Outlook: What to Watch
POSITIVE CATALYSTS
- Margin Recovery: Sustained improvement in operating margins above 13% would signal operational efficiency gains.
- Consistent Profitability: Three consecutive quarters of profit growth would rebuild investor confidence.
- Institutional Entry: Any mutual fund or insurance company taking a position would validate the investment case.
- Cash Flow Sustainability: Maintaining operating cash flow above ₹12 crores annually would strengthen financial flexibility.
- ROE Improvement: Return on equity moving sustainably above 10% would narrow the gap with better-performing peers.
RED FLAGS
- Further Margin Erosion: Operating margins falling below 10% would signal intensifying competitive pressures.
- Return to Losses: Any quarterly loss would severely damage investor sentiment and valuation support.
- Deteriorating Working Capital: Negative operating cash flow would raise concerns about earnings quality.
- Rising Debt Levels: Significant increase in borrowings without commensurate ROCE improvement would be concerning.
- Promoter Stake Reduction: Any decline in promoter holding or introduction of pledging would be negative.
The Verdict: Avoid This Troubled Textile Player
Score: 45/100
For Fresh Investors: Avoid initiating positions. Weizmann's combination of weak profitability, persistent margin compression, and complete absence of institutional interest creates an unfavourable risk-reward profile. The high volatility (beta 1.50) and negative alpha across most timeframes suggest better opportunities exist elsewhere in the textile sector.
For Existing Holders: Consider reducing exposure or exiting positions, particularly on any near-term rallies above ₹115. The deteriorating ROE, margin pressures, and bearish technical setup suggest limited upside potential. Reallocate capital to higher-quality textile manufacturers with stronger institutional backing and better profitability metrics.
Fair Value Estimate: ₹95-100 (9.3% downside from current levels), based on sustainable ROE of 8-9% and P/BV multiple of 2.5x justified by the company's average quality profile and modest growth prospects.

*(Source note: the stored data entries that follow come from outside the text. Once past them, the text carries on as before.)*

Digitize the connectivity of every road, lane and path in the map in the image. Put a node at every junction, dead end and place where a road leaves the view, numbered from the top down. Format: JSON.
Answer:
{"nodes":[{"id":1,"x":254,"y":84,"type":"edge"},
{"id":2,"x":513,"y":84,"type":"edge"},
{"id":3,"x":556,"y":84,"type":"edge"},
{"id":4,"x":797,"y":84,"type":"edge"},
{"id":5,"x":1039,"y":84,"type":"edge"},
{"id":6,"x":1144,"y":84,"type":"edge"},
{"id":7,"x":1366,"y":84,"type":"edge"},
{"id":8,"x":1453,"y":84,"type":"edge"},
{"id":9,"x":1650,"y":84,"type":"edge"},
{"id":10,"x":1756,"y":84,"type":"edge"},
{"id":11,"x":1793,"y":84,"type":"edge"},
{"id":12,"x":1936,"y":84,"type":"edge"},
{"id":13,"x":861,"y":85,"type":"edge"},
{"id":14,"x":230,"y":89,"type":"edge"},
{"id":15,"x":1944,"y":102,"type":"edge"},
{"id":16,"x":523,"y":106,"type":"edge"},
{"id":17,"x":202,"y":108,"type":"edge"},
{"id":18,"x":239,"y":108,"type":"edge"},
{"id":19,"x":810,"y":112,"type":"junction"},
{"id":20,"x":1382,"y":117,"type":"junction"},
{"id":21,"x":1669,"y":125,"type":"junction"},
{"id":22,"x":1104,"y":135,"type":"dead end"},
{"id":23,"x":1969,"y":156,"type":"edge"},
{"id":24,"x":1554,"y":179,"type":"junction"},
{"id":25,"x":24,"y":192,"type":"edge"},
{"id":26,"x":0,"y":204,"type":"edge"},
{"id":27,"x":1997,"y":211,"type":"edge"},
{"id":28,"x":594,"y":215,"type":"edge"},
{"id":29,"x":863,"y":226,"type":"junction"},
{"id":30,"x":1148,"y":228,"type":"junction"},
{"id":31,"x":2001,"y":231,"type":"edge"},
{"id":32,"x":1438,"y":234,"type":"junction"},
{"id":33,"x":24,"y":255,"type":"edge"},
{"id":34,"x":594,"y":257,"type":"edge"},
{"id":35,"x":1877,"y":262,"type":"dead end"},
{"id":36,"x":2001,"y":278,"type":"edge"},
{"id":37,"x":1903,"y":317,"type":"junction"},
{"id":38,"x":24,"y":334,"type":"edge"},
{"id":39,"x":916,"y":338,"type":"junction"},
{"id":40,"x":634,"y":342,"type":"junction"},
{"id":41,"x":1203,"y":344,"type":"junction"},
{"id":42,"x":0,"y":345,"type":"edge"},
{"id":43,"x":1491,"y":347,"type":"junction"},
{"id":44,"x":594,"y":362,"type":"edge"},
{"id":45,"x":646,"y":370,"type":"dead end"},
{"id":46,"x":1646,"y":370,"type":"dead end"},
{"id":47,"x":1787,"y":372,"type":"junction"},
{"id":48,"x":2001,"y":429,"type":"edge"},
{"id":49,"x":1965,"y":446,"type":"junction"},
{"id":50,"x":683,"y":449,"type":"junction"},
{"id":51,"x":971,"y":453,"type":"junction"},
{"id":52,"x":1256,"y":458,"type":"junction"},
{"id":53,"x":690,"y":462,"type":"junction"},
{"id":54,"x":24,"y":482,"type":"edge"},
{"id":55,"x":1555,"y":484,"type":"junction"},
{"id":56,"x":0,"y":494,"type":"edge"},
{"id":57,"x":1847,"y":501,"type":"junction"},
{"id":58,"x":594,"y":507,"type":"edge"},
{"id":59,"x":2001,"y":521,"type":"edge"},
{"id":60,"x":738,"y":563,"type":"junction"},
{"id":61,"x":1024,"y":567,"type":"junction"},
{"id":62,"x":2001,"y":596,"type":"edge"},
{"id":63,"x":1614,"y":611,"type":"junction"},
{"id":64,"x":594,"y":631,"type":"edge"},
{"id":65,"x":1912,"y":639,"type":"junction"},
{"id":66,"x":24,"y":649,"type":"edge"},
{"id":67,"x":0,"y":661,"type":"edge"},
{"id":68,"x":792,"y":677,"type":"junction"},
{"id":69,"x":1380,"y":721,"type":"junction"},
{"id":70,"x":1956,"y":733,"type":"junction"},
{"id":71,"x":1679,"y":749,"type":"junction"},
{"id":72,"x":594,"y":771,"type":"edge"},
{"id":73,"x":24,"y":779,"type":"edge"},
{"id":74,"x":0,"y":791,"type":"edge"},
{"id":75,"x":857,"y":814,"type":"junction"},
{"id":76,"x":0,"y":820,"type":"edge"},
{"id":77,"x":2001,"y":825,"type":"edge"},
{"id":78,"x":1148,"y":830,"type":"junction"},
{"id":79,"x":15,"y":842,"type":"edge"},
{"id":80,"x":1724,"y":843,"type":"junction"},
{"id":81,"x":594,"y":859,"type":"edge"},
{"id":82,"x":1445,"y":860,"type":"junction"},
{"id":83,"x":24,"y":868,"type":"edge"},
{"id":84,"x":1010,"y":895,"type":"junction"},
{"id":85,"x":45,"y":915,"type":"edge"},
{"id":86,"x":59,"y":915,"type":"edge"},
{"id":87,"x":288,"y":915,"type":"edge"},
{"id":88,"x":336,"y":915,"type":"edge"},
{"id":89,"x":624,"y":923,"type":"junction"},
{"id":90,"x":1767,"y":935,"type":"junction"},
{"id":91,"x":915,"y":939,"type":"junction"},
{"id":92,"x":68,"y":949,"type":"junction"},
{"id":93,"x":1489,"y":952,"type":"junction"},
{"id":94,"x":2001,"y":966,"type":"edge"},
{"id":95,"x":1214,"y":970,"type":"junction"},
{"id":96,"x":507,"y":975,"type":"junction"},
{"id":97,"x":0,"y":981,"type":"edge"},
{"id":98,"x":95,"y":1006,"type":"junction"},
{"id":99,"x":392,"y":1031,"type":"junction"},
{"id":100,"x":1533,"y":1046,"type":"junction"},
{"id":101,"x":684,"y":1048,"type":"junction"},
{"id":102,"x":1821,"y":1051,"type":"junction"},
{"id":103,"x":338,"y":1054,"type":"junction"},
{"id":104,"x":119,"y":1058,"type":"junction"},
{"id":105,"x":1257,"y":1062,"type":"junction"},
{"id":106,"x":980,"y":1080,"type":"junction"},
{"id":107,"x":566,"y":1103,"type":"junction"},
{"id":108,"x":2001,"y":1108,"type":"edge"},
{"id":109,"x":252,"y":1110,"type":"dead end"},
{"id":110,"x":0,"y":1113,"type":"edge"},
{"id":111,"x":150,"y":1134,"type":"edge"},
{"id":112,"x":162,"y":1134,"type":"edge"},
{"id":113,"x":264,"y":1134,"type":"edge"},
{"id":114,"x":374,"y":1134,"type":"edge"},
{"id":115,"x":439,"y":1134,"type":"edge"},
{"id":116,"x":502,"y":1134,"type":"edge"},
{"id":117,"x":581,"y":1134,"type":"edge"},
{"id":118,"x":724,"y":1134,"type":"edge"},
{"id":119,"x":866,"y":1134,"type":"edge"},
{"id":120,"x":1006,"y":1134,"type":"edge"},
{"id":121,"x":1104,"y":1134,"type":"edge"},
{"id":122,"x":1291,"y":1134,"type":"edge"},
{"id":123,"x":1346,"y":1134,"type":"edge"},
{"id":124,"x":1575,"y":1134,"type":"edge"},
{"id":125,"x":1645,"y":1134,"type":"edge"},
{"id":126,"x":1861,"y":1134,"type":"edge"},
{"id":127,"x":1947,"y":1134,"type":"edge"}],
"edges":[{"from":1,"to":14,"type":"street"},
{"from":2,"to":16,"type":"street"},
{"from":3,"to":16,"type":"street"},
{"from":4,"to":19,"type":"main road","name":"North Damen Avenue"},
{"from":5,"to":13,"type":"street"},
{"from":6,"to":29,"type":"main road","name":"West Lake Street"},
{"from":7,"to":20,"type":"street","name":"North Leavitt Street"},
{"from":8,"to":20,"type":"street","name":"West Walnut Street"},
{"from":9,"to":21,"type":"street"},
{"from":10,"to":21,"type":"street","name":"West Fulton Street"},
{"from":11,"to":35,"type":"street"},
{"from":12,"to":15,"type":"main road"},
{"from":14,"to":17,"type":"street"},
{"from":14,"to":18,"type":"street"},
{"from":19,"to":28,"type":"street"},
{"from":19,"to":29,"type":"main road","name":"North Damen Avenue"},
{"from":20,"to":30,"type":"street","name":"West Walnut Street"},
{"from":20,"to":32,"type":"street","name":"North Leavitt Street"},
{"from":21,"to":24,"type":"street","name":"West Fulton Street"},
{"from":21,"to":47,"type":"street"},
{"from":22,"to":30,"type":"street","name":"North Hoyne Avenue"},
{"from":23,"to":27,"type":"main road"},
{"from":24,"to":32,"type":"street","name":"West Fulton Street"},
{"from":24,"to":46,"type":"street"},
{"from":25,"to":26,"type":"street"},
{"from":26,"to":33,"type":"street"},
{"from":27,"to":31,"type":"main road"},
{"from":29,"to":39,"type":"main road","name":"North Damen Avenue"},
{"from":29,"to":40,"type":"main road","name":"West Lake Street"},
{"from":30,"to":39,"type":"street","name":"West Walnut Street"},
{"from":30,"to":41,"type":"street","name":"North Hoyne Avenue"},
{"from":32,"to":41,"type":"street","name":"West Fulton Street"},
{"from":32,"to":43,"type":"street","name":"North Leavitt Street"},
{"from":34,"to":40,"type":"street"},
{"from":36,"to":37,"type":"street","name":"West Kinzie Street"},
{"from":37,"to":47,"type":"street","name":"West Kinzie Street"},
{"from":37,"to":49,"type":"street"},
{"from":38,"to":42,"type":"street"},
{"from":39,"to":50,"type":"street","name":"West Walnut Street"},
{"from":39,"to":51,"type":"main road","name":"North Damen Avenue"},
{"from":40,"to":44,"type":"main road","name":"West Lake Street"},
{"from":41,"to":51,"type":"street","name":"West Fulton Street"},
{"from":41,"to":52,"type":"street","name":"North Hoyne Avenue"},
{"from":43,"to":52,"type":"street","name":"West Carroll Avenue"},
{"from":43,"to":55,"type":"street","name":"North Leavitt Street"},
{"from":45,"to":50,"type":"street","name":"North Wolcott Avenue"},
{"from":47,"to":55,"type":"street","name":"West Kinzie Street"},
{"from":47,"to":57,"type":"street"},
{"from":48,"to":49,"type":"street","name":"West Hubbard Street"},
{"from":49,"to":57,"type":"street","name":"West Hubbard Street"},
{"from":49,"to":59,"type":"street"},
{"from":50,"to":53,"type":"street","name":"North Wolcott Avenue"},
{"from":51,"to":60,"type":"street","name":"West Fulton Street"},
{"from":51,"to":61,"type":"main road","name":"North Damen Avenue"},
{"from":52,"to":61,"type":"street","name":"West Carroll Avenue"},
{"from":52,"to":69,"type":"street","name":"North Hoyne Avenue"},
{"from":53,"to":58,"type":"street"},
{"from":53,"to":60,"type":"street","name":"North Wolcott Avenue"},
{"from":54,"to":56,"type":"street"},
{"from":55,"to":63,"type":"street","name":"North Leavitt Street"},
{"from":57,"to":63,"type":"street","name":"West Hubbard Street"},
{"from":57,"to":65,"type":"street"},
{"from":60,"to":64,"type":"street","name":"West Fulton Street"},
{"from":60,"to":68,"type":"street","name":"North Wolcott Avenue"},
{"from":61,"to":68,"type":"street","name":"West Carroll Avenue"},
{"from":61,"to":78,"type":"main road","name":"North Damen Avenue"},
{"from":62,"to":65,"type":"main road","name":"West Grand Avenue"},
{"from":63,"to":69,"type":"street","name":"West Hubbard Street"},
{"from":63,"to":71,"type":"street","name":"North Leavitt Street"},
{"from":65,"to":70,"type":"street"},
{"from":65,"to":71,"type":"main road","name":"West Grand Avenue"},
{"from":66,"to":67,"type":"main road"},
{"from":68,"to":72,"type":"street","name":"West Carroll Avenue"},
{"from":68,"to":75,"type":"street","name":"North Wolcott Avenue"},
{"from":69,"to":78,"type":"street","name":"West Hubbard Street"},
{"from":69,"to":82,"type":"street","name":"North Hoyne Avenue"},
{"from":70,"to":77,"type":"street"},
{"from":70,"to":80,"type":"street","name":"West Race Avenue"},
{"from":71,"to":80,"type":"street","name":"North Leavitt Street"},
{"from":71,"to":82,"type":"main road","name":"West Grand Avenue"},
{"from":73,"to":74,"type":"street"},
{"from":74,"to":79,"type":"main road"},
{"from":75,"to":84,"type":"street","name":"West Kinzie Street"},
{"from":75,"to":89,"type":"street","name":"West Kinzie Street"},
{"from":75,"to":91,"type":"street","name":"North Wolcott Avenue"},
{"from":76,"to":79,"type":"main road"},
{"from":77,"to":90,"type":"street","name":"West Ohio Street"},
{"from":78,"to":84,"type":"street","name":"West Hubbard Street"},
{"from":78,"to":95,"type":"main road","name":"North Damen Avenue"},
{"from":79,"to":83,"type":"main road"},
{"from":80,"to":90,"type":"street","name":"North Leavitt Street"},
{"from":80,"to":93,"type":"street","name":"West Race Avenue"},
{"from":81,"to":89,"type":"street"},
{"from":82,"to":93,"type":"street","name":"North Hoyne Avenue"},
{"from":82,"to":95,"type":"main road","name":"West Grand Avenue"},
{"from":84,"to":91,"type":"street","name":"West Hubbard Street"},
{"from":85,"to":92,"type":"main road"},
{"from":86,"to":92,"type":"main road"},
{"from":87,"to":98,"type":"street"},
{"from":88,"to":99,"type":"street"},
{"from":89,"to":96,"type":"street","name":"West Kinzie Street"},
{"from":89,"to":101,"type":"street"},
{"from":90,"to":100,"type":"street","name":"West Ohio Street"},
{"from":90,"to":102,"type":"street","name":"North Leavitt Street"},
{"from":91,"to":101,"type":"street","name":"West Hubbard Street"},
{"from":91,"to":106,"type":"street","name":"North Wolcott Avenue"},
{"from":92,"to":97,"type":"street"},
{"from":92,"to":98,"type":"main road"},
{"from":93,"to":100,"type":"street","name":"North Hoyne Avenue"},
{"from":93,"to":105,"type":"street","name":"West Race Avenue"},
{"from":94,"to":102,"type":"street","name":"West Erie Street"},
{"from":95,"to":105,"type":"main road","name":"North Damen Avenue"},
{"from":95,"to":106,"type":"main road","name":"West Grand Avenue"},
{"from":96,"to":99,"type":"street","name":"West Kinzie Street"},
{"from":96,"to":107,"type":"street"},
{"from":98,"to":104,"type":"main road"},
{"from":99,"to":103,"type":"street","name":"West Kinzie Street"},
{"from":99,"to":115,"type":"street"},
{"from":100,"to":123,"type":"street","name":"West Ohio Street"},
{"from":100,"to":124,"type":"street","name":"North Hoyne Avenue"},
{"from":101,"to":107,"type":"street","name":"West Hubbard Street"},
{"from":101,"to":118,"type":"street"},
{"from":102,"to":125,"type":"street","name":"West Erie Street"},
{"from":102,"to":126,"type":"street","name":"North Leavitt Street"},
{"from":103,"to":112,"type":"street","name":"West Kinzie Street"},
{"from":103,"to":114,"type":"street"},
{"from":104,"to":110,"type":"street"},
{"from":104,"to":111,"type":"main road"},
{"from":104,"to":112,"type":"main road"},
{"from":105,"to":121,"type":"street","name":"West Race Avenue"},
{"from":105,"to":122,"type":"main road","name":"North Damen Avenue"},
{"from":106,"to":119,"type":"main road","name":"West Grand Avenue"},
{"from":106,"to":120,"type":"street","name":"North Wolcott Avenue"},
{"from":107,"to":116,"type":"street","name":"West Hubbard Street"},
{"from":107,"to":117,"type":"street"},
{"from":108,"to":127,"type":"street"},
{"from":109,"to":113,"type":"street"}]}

Note- ROCE= (EBIT - Other income)/(Capital Employed - Cash - Current Investments)
⚠️ Investment Disclaimer
This article is for educational and informational purposes only and should not be construed as financial advice. Investors should conduct their own due diligence, consider their risk tolerance and investment objectives, and consult with a qualified financial advisor before making any investment decisions.